KMBC 9 tried to get those answers, but multiple requests over several weeks to the University and the Law School were never returned.
The third victim that Elkins' DNA was connected to, but the statute of limitations prevented the case from being prosecuted, is a University of Kansas alumnus and believes there needs to be more scrutiny on the clients the school's Project for Innocence takes on.
"Why would they take this case," The woman we are identifying as Kerry said. "I just don’t understand what their motivation was or how they can feel this is for the greater good. I’m very disillusioned. This is the school I graduated from, and I am really proud to be part of, and now I don’t know that I feel that way."

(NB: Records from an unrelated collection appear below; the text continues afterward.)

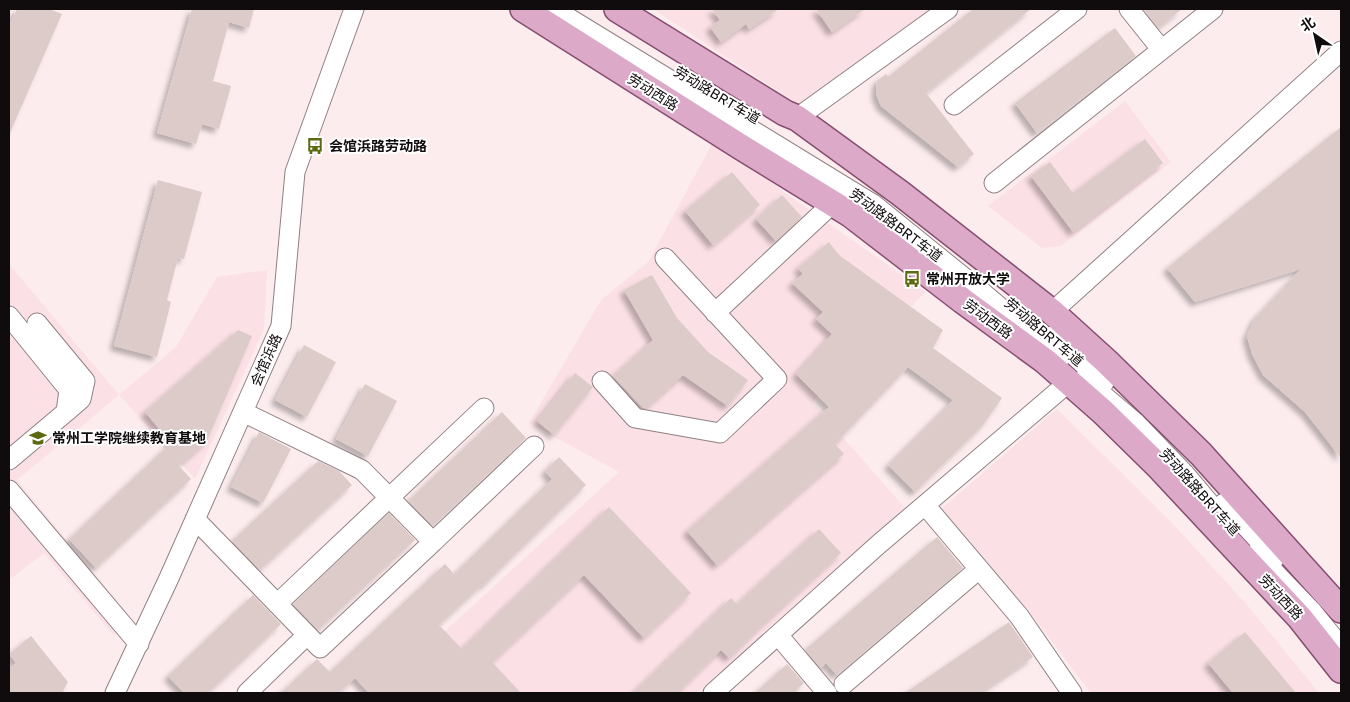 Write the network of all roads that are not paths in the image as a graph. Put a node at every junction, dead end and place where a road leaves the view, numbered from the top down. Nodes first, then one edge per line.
1 (354, 9) edge
2 (523, 9) edge
3 (554, 9) edge
4 (573, 9) edge
5 (617, 9) edge
6 (948, 9) edge
7 (1077, 9) edge
8 (1129, 9) edge
9 (1213, 9) edge
10 (1161, 49) junction
11 (1341, 52) edge
12 (954, 105) dead end
13 (797, 118) junction
14 (994, 183) dead end
15 (832, 203) junction
16 (665, 258) dead end
17 (1052, 312) junction
18 (715, 313) junction
19 (9, 316) edge
20 (37, 323) dead end
21 (602, 382) dead end
22 (1069, 382) junction
23 (484, 408) dead end
24 (66, 412) junction
25 (243, 412) junction
26 (534, 446) dead end
27 (9, 460) edge
28 (9, 490) edge
29 (390, 498) junction
30 (925, 505) junction
31 (195, 519) junction
32 (433, 542) junction
33 (979, 569) junction
34 (278, 604) junction
35 (1341, 610) edge
36 (1341, 631) edge
37 (308, 636) junction
38 (778, 636) junction
39 (139, 644) junction
40 (1341, 648) edge
41 (1341, 670) edge
42 (844, 684) dead end
43 (1067, 691) edge
44 (115, 693) edge
45 (247, 693) edge
46 (713, 693) edge
47 (827, 693) edge

1 - 25 street, 会馆浜路
2 - 15 main road, 劳动西路
3 - 40 street, 劳动路路BRT车道
4 - 36 street, 劳动路BRT车道
5 - 13 main road
6 - 13 street
7 - 12 street
8 - 10 street
9 - 10 street
10 - 14 street
11 - 17 street
13 - 17 main road
15 - 18 street
15 - 22 main road, 劳动西路
16 - 18 street
17 - 35 main road
18 - 21 street
19 - 24 street
20 - 24 street
22 - 30 street
22 - 41 main road, 劳动西路
23 - 29 street
24 - 27 street
25 - 29 street
25 - 31 street, 会馆浜路
26 - 32 street
28 - 39 street
29 - 32 street
29 - 34 street
30 - 33 street
30 - 38 street
31 - 34 street
31 - 39 street, 会馆浜路
32 - 37 street
33 - 42 street
33 - 43 street
34 - 37 street
37 - 45 street
38 - 46 street
38 - 47 street
39 - 44 street, 会馆浜路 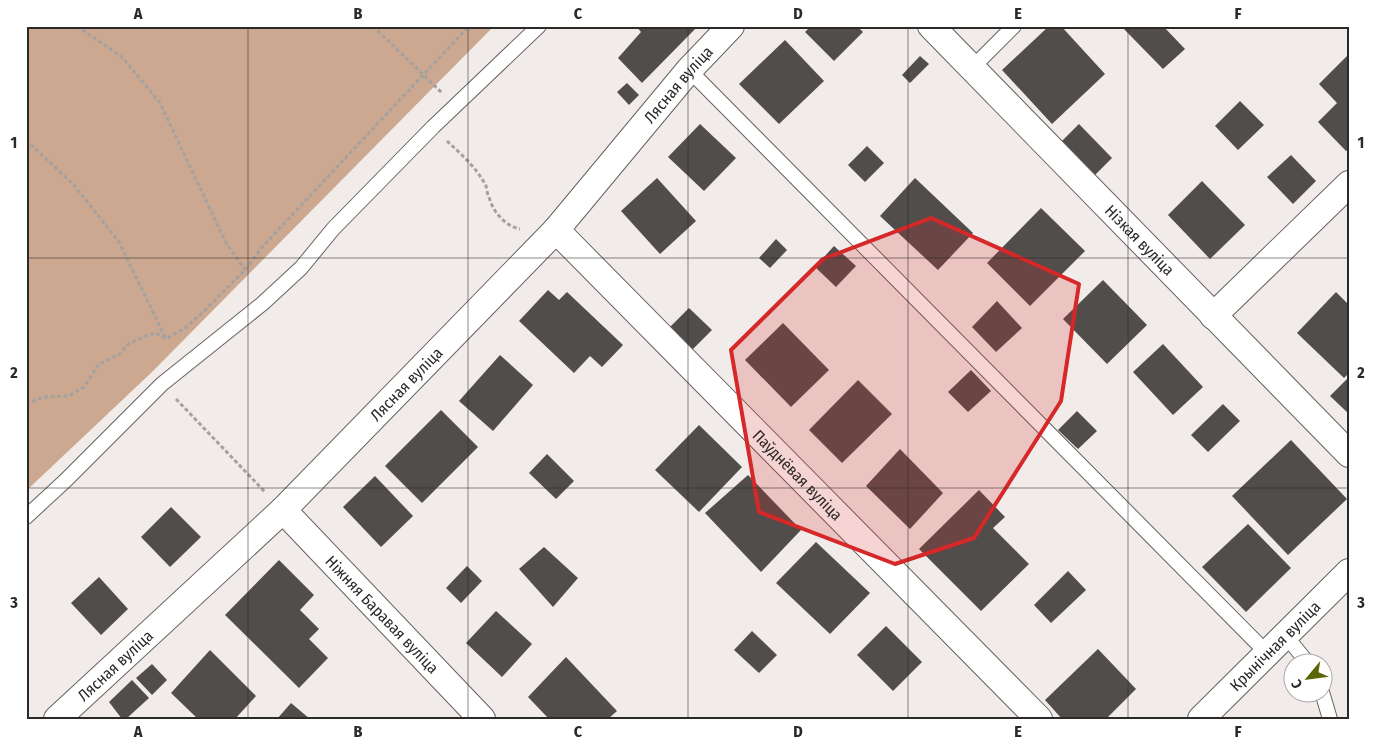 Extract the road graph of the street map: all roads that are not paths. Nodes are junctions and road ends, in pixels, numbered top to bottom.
1 (539, 26) edge
2 (731, 26) edge
3 (931, 26) edge
4 (1014, 26) edge
5 (972, 68) junction
6 (689, 70) junction
7 (1349, 184) edge
8 (556, 230) junction
9 (1213, 316) junction
10 (1349, 454) edge
11 (283, 510) junction
12 (26, 517) edge
13 (1349, 572) edge
14 (1286, 635) junction
15 (1299, 652) edge
16 (1267, 653) junction
17 (1325, 702) edge
18 (57, 719) edge
19 (482, 719) edge
20 (1039, 719) edge
21 (1201, 719) edge
22 (1330, 719) edge

1 - 12 lane
2 - 6 street, Лясная вуліца
3 - 5 street, Нізкая вуліца
4 - 5 lane
5 - 9 street, Нізкая вуліца
6 - 8 street, Лясная вуліца
6 - 16 lane
7 - 9 street
8 - 11 street, Лясная вуліца
8 - 20 street, Паўднёвая вуліца
9 - 10 street, Нізкая вуліца
11 - 18 street, Лясная вуліца
11 - 19 street, Ніжняя Баравая вуліца
13 - 14 street, Крынічная вуліца
14 - 15 lane
14 - 16 street, Крынічная вуліца
16 - 21 street, Крынічная вуліца
17 - 22 lane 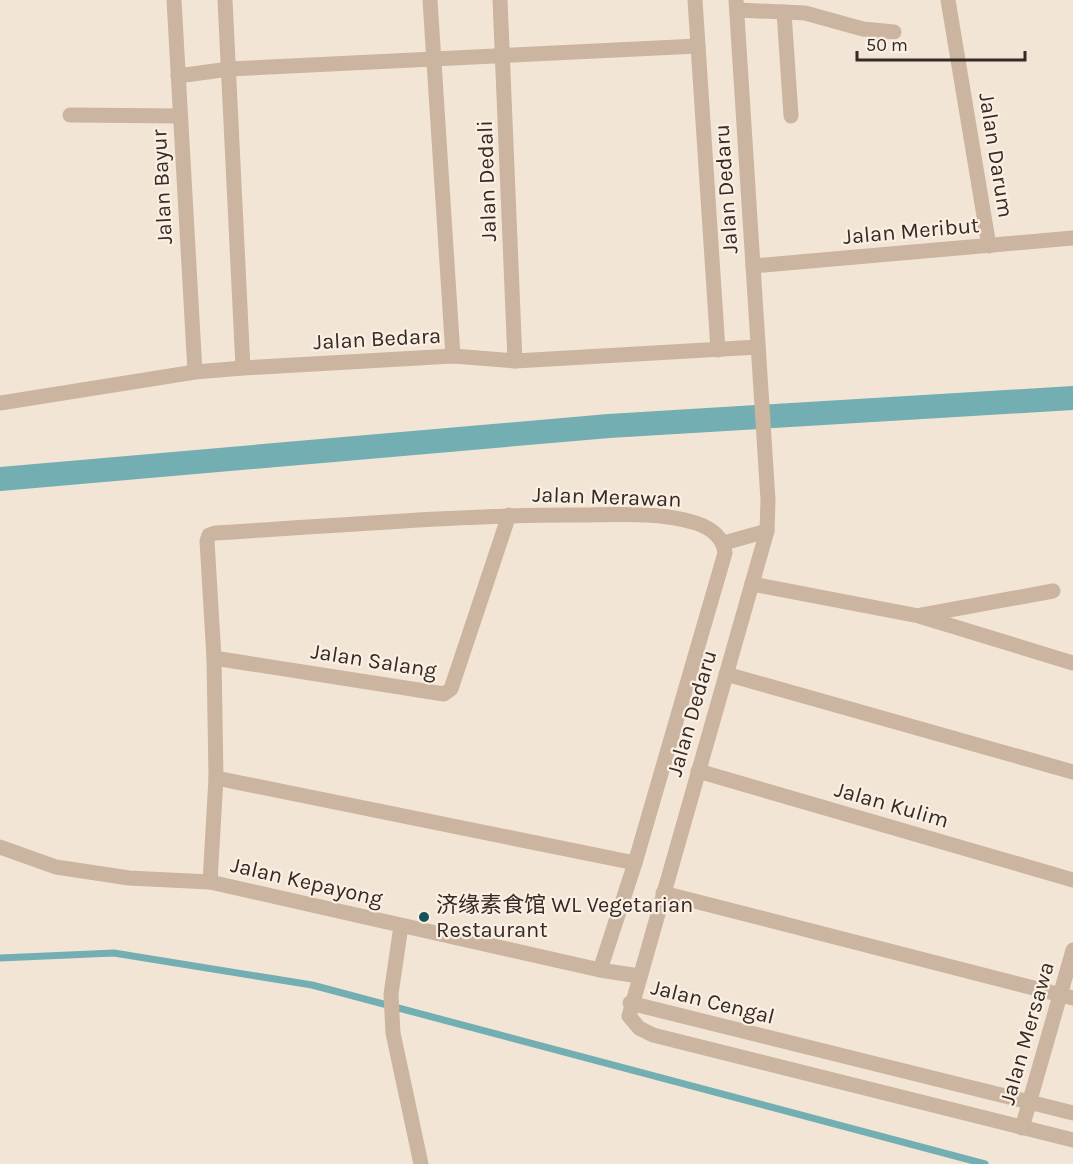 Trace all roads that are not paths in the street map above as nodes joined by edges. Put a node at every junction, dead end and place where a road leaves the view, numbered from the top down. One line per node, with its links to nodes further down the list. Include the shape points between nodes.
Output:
1 (174, 0): 14 (street, Jalan Bayur)
2 (225, 0): 13 (street)
3 (430, 0): 12 (street, Jalan Dedali)
4 (500, 0): 11 (street, Jalan Dedali)
5 (696, 0): 10 (street, Jalan Dedaru)
6 (948, 0): 19 (street, Jalan Darum)
7 (736, 5): 8 (street); 20 (street, Jalan Dedaru)
8 (784, 12): 9 (street); 17 (street)
9 (894, 32)
10 (698, 46): 11 (street); 22 (street, Jalan Dedaru)
11 (504, 56): 12 (street); 24 (street, Jalan Dedali)
12 (434, 60): 13 (street); 23 (street, Jalan Dedali)
13 (229, 69): 14 (street); 25 (street)
14 (178, 76): 16 (street, Jalan Bayur)
15 (70, 114): 16 (street)
16 (180, 116): 26 (street, Jalan Bayur)
17 (791, 116)
18 (1073, 238): 19 (street, Jalan Meribut)
19 (989, 246): 20 (street, Jalan Meribut)
20 (753, 266): 21 (street, Jalan Dedaru)
21 (758, 347): 22 (street, Jalan Bedara); 29 (street, Jalan Dedaru)
22 (718, 350): 24 (street, Jalan Bedara)
23 (453, 356): 24 (street, Jalan Bedara); 25 (street, Jalan Bedara)
24 (515, 360)
25 (243, 368): 26 (street, Jalan Bedara)
26 (195, 372): 27 (street, Jalan Bedara)
27 (0, 403)
28 (509, 515): 30 (street, Jalan Merawan); 31 (street, Jalan Merawan, via 677,519 697,523 717,534); 35 (street, Jalan Salang, via 451,689 444,694)
29 (767, 531): 31 (street); 32 (street, Jalan Dedaru)
30 (216, 533): 35 (street, Jalan Kepayong, via 209,535 207,541)
31 (724, 543): 42 (street, via 725,553)
32 (752, 584): 34 (street); 37 (street, Jalan Dedaru)
33 (1053, 591): 34 (street)
34 (919, 616): 36 (street)
35 (214, 658): 40 (street, Jalan Kepayong)
36 (1073, 663)
37 (726, 674): 38 (street, Jalan Dedaru); 39 (street)
38 (698, 771): 43 (street, Jalan Kulim); 45 (street, Jalan Dedaru)
39 (1073, 772)
40 (216, 778): 42 (street); 44 (street, Jalan Kepayong)
41 (0, 847): 44 (street, via 56,867 129,878)
42 (635, 862): 48 (street)
43 (1073, 880)
44 (210, 882): 46 (street, Jalan Kepayong)
45 (663, 892): 49 (street, Jalan Dedaru); 50 (street)
46 (402, 926): 48 (street, Jalan Kepayong); 56 (street, via 391,994 393,1033)
47 (1073, 950): 50 (street, Jalan Mersawa)
48 (600, 970): 49 (street, Jalan Kepayong)
49 (639, 975): 51 (street, Jalan Dedaru)
50 (1067, 996): 52 (street, Jalan Mersawa)
51 (630, 1003): 52 (street, Jalan Cengal); 54 (street, Jalan Cengal, via 628,1016 639,1028 654,1035)
52 (1029, 1102): 53 (street, Jalan Cengal); 54 (street, Jalan Mersawa)
53 (1073, 1113)
54 (1022, 1128): 55 (street, Jalan Cengal)
55 (1073, 1140)
56 (422, 1164) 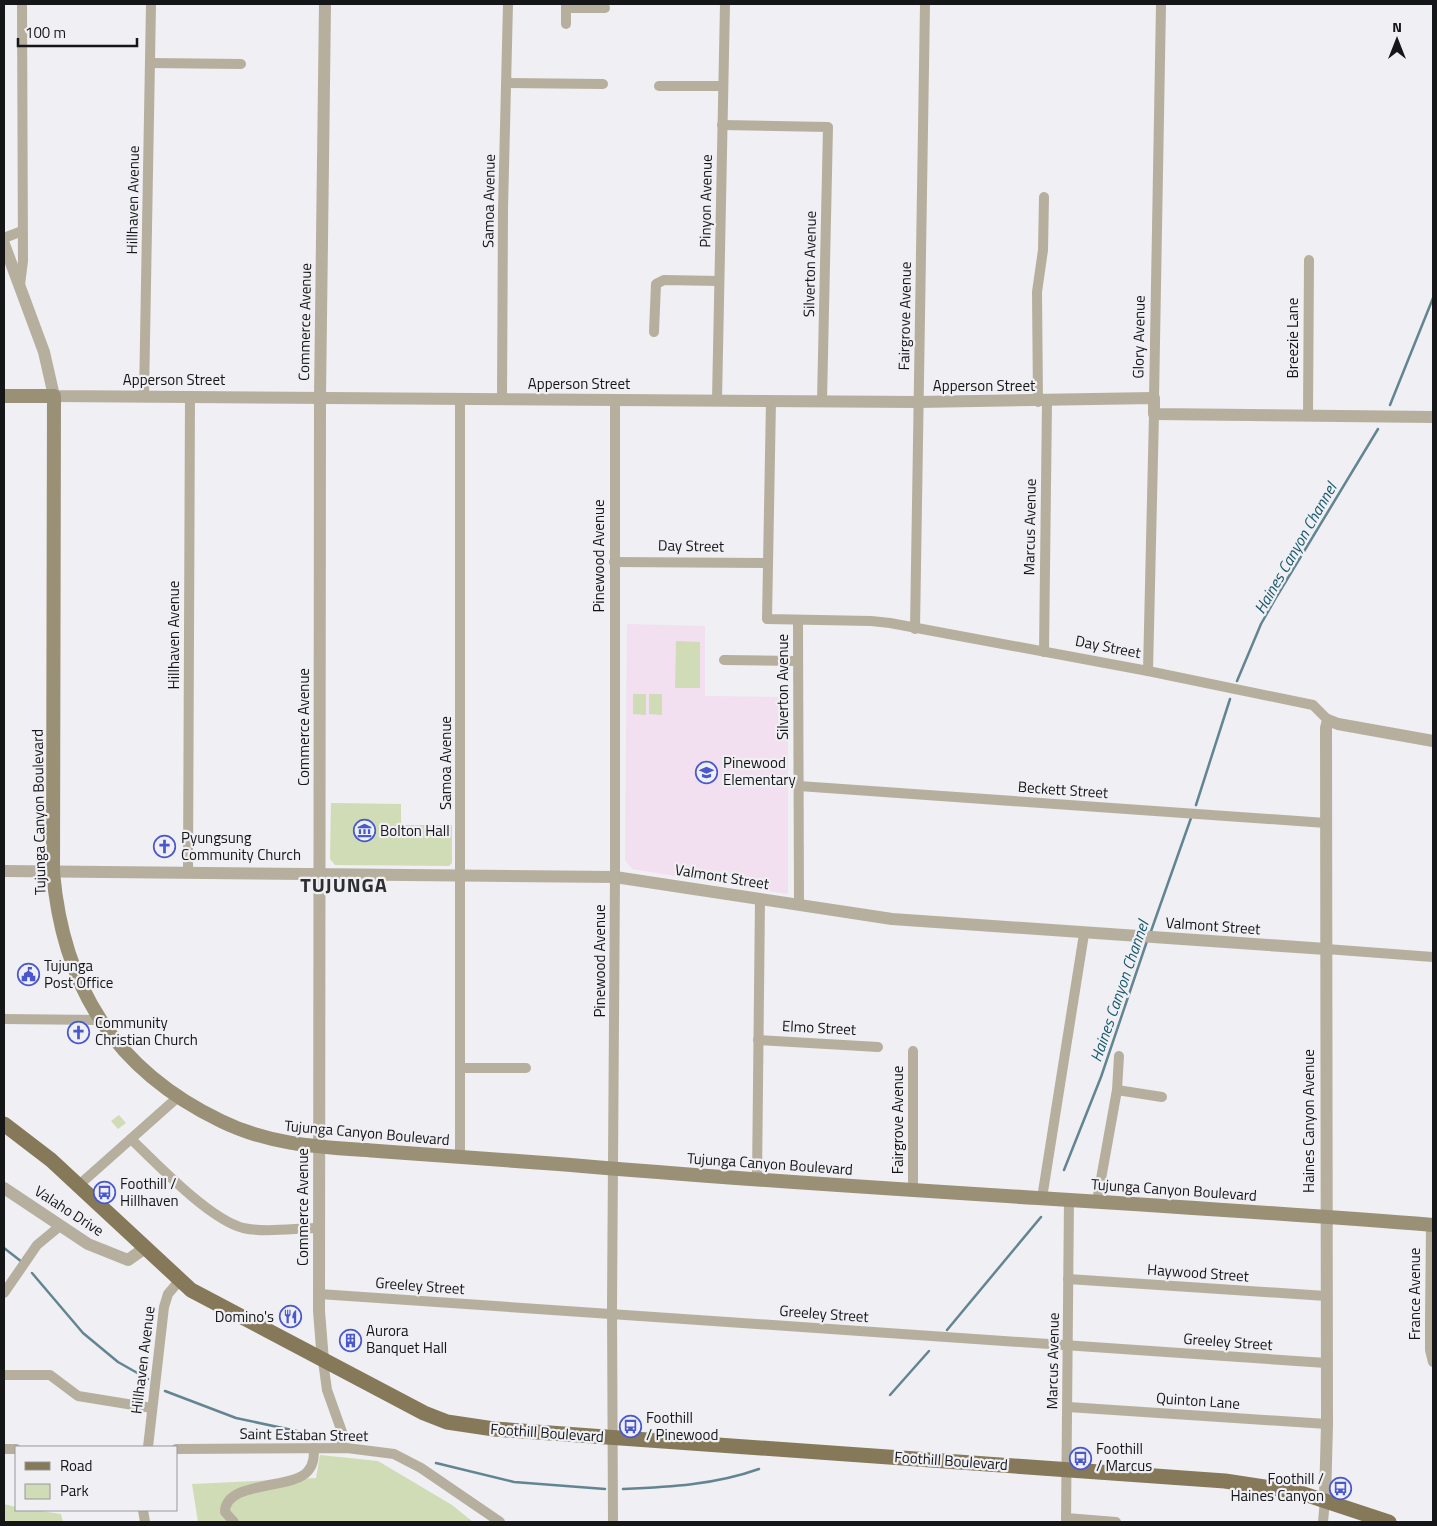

The women also hope lawmakers will consider tightening the language in the Kansas statute known as the "Kanas Crime Victim Bill of Rights." They believe it should not be "advisory in nature" and instead should require the criminal justice system to keep victims informed about their cases.
"It bothers me because the victims are supposed to have some rights," said Sasha. "But it seems that the perpetrator is being treated better than we are."
At MOCSA, Pickering says not only is it best practice to notify victims about an earlier release, but it can be dangerous if they aren't.
"That offender may know where that survivor lives, where they work, where they go to school. And not knowing that somebody is being released could pose incredible physical danger to that survivor," she said.
Pickering says MOCSA works with court systems and prosecutors in both Kansas and Missouri to make sure these best practices are followed, especially when it comes to victims' rights and their right to be notified, but admits more work may need to be done.
"It is unfortunate that that is not quite as solid of a right as we think we all believed it to be," Pickering said.